START MATERIAL FOR THE TASK

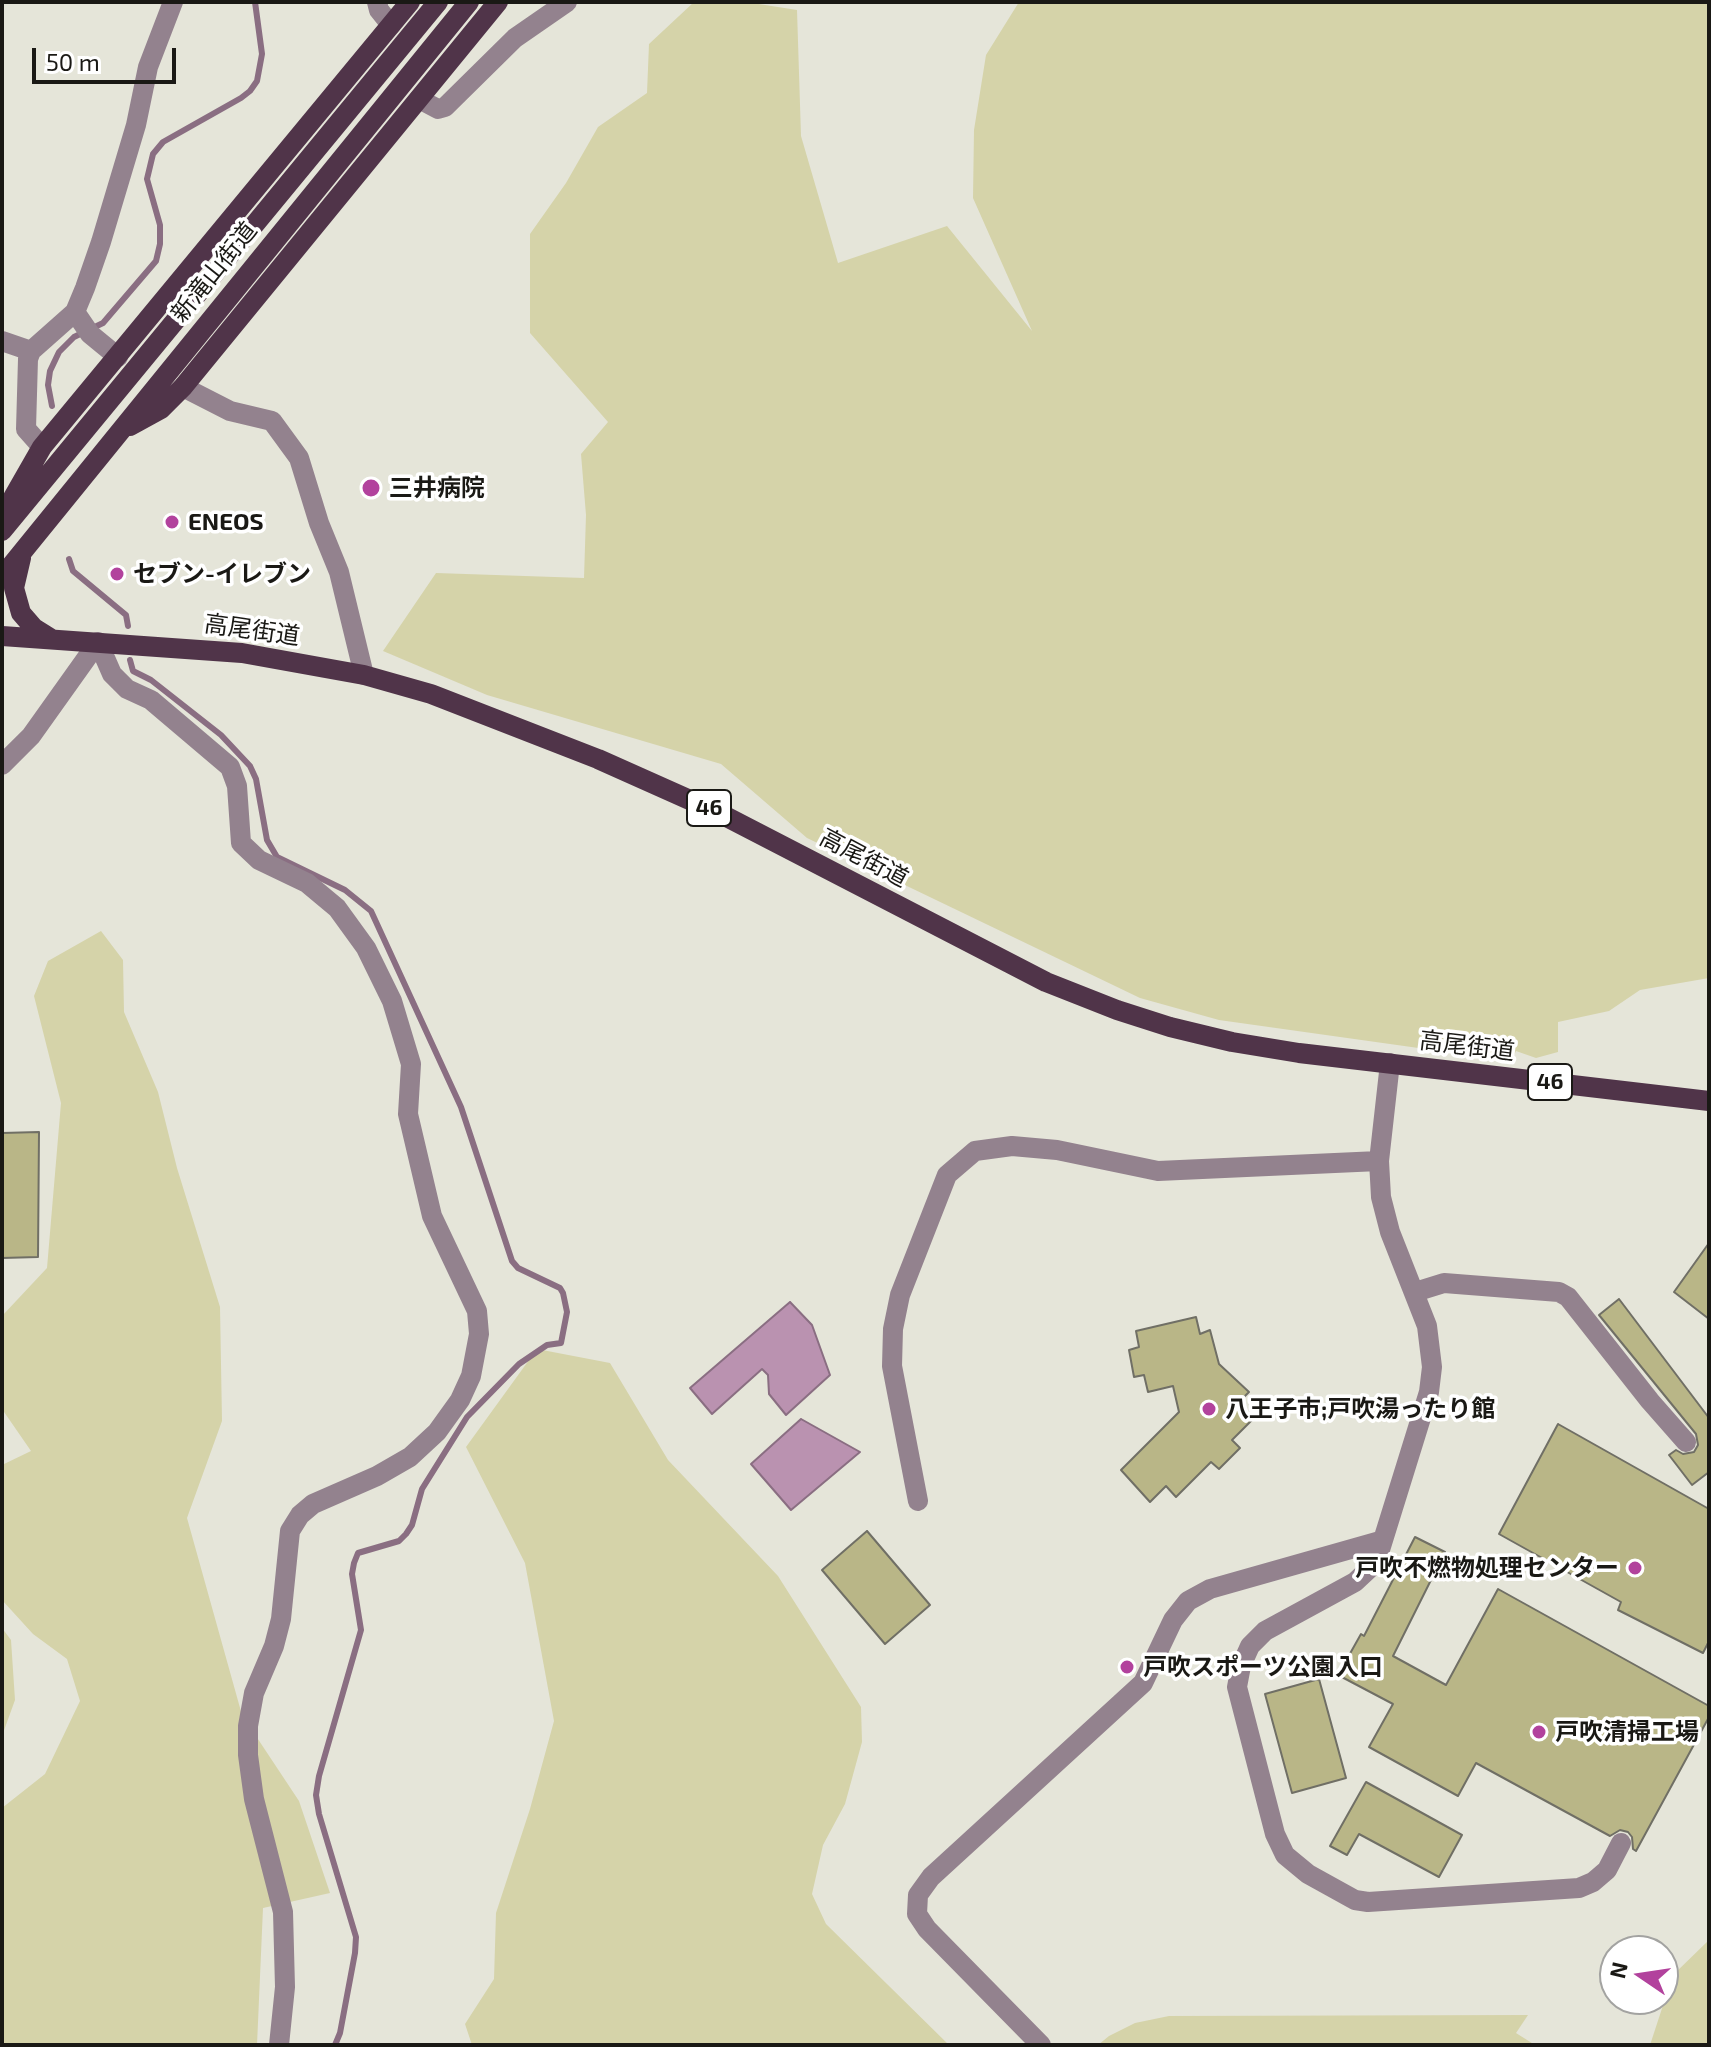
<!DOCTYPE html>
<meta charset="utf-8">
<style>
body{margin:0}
#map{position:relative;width:1711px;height:2047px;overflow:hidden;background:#e5e5d9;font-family:"Exo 2",sans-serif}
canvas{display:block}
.frame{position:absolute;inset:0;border:4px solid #1a1915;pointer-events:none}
.north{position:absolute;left:1599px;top:1935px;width:80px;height:80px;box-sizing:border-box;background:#fff;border:2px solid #a3a3a1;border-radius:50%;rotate:283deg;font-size:22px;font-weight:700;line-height:32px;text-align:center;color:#1a1915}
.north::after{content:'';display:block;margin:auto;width:28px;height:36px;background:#b2429d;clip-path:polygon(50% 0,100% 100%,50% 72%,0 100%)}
.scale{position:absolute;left:32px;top:48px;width:144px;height:36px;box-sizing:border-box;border:4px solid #1a1915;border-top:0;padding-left:10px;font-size:24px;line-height:28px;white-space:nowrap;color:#1a1915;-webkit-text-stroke:6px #fff;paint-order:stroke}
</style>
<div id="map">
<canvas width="1711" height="2047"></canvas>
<div class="frame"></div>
<div class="north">N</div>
<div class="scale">50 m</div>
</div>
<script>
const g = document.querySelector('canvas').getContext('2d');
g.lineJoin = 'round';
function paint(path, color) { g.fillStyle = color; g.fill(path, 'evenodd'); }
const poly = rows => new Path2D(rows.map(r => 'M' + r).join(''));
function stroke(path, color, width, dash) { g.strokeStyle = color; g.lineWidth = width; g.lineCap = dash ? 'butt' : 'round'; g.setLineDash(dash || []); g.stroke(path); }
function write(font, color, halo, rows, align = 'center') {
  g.font = font + ' "Exo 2","Noto Sans JP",sans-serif'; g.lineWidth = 7; g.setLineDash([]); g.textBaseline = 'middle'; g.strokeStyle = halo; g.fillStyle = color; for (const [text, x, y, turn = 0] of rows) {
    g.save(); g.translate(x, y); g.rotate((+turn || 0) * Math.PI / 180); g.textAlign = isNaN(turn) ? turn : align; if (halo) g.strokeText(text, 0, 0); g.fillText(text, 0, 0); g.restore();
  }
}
const green = poly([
 [694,2,746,2,797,10,801,136,838,263,947,226,1032,331,973,198,974,130,986,55,1019,2,1709,2,1709,978,1640,990,1609,1011,1558,1022,1558,1052,1536,1058,1516,1051,1511,1061,1219,1020,1140,998,807,838,721,764,487,695,383,651,436,573,584,578,586,515,581,454,608,422,530,333,530,234,566,183,598,127,647,93,649,44],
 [101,931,123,960,124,1012,158,1092,177,1168,220,1307,222,1421,187,1518,242,1715,299,1801,330,1893,263,1908,257,2045,2,2045,2,1808,45,1774,80,1701,67,1659,33,1634,2,1600,2,1465,31,1451,2,1409,2,1316,47,1268,61,1103,34,996,48,961],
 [537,1349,610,1363,668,1460,778,1576,861,1707,862,1742,845,1804,823,1845,812,1894,826,1924,949,2045,472,2045,465,2024,494,1979,496,1913,530,1809,554,1721,525,1563,466,1447],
 [2,1628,11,1640,15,1700,2,1736],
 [1709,1940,1709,2045,1650,2045,1673,1975],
 [1528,2015,1516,2033,1535,2045,1098,2045,1109,2036,1135,2023,1169,2016]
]);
const water = poly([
 [790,1302,812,1325,830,1375,786,1415,769,1394,768,1375,762,1369,712,1414,690,1388,790,1302],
 [801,1419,860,1452,791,1510,751,1464,801,1419]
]);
const stream = poly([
 [52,406,48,385,50,371,59,352,74,337,103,323,156,261,160,244,160,225,147,179,153,154,163,142,241,98,250,91,257,81,262,54,255,2],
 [69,559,73,571,126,615,128,626],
 [130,660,133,671,151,680,221,735,250,766,256,779,267,840,277,857,345,890,371,911,461,1107,512,1261,518,1268,560,1288,563,1293,567,1312,561,1343,547,1345,519,1364,467,1417,422,1489,412,1525,406,1534,399,1541,358,1553,354,1563,352,1574,361,1630,319,1776,316,1795,319,1814,356,1937,355,1953,340,2033,335,2045]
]);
const building = poly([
 [39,1132,38,1257,2,1258,2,1133,39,1132],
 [1709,1243,1709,1319,1674,1292,1709,1243],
 [1619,1299,1709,1418,1709,1472,1692,1485,1669,1455,1676,1450,1683,1454,1694,1452,1698,1445,1696,1434,1599,1315,1619,1299],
 [1196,1317,1200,1334,1210,1330,1219,1364,1249,1392,1236,1405,1252,1420,1232,1440,1240,1448,1219,1469,1211,1462,1176,1497,1166,1486,1150,1502,1121,1470,1179,1412,1173,1386,1148,1392,1144,1375,1134,1377,1129,1350,1139,1347,1136,1331,1196,1317],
 [1558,1424,1709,1509,1709,1641,1703,1653,1618,1610,1621,1602,1499,1534,1558,1424],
 [867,1531,930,1605,885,1644,822,1570,867,1531],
 [1415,1537,1445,1552,1393,1656,1446,1685,1498,1589,1709,1706,1709,1717,1636,1851,1633,1849,1632,1837,1628,1832,1620,1830,1610,1836,1476,1763,1458,1796,1369,1747,1393,1704,1338,1675,1361,1634,1364,1636,1415,1537],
 [1319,1679,1346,1778,1292,1793,1265,1694,1319,1679],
 [1366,1782,1462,1835,1439,1877,1359,1834,1347,1855,1330,1846,1366,1782]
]);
const minor = poly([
 [377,2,379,10,391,25],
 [419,99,438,109,445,107,515,38,567,2],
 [75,312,90,334,118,357],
 [2,341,31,351],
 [183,387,230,411,272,421,299,458,319,523,339,572,364,675],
 [42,447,26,429,28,359,31,351,75,312,85,288,101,242,136,125,148,67,173,2],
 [98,642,112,674,127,689,151,700,230,767,237,786,241,843,259,860,307,883,337,908,366,948,392,1001,411,1064,408,1114,432,1216,477,1311,479,1334,471,1376,460,1400,437,1432,410,1457,377,1476,313,1504,300,1515,290,1531,281,1619,274,1646,254,1693,248,1726,248,1755,254,1799,283,1912,285,1987,279,2045],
 [2,765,31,736,98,642],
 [1390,1063,1379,1161,1381,1197,1390,1232,1427,1326,1432,1367,1429,1392,1379,1553,1370,1568,1355,1582,1265,1631,1250,1646,1241,1666,1237,1687,1275,1834,1285,1855,1308,1874,1355,1900,1368,1902,1579,1888,1593,1882,1607,1870,1621,1843],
 [1415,1292,1444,1283,1559,1292,1568,1297,1650,1401,1686,1442],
 [918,1501,892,1366,893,1329,900,1295,947,1175,975,1151,1012,1146,1057,1150,1158,1171,1379,1161],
 [1041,2045,927,1929,917,1914,918,1895,931,1877,1143,1683,1173,1620,1188,1601,1210,1589,1383,1540]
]);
const major = poly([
 [130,426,161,409,183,387,498,2],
 [6,510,42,447,410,2],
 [2,531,438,2],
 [21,558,14,588,21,613,34,628,50,638],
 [2,577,469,2],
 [2,636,242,653,364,675,431,694,598,759,719,813,1046,982,1117,1010,1170,1027,1232,1042,1299,1053,1709,1101]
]);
const markers = [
 [371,488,10,"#b2429d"],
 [172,522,8,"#b2429d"],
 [117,574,8,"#b2429d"],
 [1209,1409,8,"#b2429d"],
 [1635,1568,8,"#b2429d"],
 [1127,1667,8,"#b2429d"],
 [1539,1732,8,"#b2429d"]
];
const shields = [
 [709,808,44],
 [1550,1082,44]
];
const shieldNames = [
 ["46",709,808],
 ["46",1550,1082]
];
const streetNames = [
 ["新滝山街道",214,272,-51],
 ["高尾街道",252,630,8],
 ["高尾街道",864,858,28],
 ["高尾街道",1467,1046,7]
];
const poiNames = [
 ["三井病院",389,488],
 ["ENEOS",188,522],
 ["セブン-イレブン",133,574],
 ["八王子市;戸吹湯ったり館",1225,1409],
 ["戸吹不燃物処理センター",1619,1568,"right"],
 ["戸吹スポーツ公園入口",1143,1667],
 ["戸吹清掃工場",1555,1732]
];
paint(green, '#d5d3a9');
paint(water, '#ba92b0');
stroke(water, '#8a6e82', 2);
stroke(stream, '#8a6e82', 6);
paint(building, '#b9b687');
stroke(building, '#706f65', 2);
stroke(minor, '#93828e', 20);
stroke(major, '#503449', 20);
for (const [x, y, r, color] of markers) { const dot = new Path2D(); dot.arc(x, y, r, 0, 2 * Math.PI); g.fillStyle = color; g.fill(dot); stroke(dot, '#fff', 3); }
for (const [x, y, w] of shields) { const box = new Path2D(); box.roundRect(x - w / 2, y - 18, w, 36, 6); g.fillStyle = '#fff'; g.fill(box); stroke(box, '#1a1915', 2); }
write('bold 22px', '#1a1915', null, shieldNames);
write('24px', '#1a1915', '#fff', streetNames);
write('bold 24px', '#1a1915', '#fff', poiNames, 'left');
</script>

END MATERIAL FOR THE TASK

# WHAT THIS TASK INVOLVES:
Look through the data above. Find each line with the string "canvas" and copy it.

# SOLUTION FOR THIS TASK:
canvas{display:block}
<canvas width="1711" height="2047"></canvas>
const g = document.querySelector('canvas').getContext('2d');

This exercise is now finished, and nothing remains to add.